[[ Material for this task open ]]

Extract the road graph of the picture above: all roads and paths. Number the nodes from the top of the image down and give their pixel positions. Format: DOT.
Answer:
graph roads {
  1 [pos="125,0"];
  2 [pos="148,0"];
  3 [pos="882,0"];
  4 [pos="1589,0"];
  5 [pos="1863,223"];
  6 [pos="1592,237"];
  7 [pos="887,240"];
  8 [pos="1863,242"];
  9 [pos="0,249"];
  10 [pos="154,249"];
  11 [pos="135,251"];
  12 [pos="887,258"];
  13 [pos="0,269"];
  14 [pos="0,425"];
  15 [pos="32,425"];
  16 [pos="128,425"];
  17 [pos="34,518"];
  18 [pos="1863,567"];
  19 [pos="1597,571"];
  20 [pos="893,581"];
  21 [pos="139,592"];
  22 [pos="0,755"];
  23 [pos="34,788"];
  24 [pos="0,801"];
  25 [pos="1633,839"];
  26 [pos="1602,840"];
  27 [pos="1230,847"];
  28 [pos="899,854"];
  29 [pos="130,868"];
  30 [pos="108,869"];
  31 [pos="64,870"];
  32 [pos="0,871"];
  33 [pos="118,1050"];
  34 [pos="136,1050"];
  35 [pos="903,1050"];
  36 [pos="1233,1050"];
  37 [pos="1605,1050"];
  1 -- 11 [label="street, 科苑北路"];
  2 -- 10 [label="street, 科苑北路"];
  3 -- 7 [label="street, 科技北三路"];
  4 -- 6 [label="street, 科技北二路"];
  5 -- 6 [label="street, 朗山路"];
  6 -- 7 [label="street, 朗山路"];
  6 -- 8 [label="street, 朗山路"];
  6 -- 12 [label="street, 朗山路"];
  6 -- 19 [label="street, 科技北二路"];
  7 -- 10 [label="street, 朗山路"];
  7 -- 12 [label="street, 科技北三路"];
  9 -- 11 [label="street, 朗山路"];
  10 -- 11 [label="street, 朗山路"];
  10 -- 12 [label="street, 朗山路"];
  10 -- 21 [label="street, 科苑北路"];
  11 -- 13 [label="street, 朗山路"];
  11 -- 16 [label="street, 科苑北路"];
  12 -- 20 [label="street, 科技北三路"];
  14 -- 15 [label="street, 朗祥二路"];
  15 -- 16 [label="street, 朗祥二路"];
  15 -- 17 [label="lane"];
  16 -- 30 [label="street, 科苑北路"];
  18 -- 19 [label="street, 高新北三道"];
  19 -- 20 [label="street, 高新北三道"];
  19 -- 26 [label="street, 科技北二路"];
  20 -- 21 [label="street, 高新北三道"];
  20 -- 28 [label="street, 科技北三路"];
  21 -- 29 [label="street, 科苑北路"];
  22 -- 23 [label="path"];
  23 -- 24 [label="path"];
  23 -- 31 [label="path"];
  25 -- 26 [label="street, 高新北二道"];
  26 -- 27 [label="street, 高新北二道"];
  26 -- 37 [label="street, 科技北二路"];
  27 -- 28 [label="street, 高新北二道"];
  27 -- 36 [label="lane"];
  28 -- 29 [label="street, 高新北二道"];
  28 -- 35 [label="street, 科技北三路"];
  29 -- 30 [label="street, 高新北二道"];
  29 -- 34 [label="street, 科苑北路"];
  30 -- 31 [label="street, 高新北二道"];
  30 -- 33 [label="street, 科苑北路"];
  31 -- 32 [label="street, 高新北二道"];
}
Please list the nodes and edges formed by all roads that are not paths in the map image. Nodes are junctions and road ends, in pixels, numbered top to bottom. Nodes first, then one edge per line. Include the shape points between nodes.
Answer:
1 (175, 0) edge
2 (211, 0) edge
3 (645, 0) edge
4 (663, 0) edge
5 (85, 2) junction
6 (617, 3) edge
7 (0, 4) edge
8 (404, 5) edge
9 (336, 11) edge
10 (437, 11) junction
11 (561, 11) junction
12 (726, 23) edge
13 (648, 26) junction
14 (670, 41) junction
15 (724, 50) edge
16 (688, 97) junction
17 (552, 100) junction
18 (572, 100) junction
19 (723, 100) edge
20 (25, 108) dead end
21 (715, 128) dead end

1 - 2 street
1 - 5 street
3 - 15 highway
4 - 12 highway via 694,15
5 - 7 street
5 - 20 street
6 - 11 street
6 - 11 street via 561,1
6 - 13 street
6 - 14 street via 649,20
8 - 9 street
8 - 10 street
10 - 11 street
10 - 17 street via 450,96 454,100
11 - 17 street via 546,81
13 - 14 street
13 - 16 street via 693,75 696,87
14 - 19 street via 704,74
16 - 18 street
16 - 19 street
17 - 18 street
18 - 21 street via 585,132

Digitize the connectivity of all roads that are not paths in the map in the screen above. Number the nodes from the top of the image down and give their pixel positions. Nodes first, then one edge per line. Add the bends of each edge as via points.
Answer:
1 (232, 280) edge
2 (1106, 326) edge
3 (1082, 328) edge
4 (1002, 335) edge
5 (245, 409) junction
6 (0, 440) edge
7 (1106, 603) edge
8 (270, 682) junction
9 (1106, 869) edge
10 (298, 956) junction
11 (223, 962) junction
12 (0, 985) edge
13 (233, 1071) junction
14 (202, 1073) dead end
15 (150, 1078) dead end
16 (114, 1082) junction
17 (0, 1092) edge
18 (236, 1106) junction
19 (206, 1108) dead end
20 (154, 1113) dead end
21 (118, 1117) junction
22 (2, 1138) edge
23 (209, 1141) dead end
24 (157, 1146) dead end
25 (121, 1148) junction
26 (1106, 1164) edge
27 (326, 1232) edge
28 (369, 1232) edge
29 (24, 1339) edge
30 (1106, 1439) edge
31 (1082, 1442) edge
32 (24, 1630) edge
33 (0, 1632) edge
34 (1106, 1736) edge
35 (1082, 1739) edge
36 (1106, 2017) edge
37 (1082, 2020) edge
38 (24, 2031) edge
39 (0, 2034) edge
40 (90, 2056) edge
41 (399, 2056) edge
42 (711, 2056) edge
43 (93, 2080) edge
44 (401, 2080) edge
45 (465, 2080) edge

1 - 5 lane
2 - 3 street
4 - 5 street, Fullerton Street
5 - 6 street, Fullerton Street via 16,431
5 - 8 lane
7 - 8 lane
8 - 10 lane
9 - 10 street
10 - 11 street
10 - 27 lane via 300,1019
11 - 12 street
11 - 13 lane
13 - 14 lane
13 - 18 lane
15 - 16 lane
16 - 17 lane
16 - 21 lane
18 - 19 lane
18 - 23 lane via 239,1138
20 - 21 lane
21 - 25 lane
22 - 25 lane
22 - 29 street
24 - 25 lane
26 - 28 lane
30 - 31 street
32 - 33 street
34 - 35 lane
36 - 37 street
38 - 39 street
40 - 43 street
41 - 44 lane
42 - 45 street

[[ Material for this task closed ]]

• Activity: When a line holds the string "that", pull it out of the listing.

• Solution:
Please list the nodes and edges formed by all roads that are not paths in the map image. Nodes are junctions and road ends, in pixels, numbered top to bottom. Nodes first, then one edge per line. Include the shape points between nodes.
Digitize the connectivity of all roads that are not paths in the map in the screen above. Number the nodes from the top of the image down and give their pixel positions. Nodes first, then one edge per line. Add the bends of each edge as via points.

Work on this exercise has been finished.